## Work to be completed
Your task is to copy every line of the records below that contains "node".
Segment Start: Source data
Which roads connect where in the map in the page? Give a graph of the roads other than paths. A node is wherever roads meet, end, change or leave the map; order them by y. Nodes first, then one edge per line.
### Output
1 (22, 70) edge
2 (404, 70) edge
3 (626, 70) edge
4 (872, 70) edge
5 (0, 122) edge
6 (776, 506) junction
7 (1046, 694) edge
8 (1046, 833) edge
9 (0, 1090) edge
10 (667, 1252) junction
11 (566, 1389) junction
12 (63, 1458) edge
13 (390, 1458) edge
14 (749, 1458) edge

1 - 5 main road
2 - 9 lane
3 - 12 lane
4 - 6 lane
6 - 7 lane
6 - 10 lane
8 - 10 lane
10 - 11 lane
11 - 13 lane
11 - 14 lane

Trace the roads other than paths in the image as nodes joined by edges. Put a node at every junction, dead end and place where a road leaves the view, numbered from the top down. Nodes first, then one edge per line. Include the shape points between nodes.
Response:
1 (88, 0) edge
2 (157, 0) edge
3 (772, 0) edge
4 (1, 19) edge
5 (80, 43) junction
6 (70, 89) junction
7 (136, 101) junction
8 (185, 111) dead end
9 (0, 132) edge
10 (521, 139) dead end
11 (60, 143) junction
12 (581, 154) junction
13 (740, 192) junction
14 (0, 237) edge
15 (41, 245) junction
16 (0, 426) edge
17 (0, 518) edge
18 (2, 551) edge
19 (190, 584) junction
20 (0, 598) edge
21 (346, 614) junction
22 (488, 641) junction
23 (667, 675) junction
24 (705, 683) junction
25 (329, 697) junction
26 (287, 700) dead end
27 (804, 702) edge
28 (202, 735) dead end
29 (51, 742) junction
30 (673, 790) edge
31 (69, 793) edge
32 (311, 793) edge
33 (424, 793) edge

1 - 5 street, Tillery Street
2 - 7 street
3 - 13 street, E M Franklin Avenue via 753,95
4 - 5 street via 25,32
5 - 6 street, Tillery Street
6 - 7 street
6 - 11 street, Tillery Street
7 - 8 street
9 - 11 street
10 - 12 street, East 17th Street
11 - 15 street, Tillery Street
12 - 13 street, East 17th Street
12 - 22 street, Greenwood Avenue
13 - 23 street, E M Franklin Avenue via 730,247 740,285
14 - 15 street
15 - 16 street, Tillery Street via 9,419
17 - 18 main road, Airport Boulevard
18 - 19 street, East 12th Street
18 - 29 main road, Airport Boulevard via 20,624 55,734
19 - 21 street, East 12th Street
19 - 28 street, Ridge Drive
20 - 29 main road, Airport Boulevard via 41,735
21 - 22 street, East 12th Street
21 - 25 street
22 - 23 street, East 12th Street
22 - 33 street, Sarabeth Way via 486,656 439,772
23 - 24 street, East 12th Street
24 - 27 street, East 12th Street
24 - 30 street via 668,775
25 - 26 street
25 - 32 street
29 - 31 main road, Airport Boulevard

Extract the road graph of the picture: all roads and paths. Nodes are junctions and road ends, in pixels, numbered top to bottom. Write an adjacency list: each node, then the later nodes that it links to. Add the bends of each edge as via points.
Segment End: Source data
## Response to the exercise
Which roads connect where in the map in the page? Give a graph of the roads other than paths. A node is wherever roads meet, end, change or leave the map; order them by y. Nodes first, then one edge per line.
Trace the roads other than paths in the image as nodes joined by edges. Put a node at every junction, dead end and place where a road leaves the view, numbered from the top down. Nodes first, then one edge per line. Include the shape points between nodes.
Extract the road graph of the picture: all roads and paths. Nodes are junctions and road ends, in pixels, numbered top to bottom. Write an adjacency list: each node, then the later nodes that it links to. Add the bends of each edge as via points.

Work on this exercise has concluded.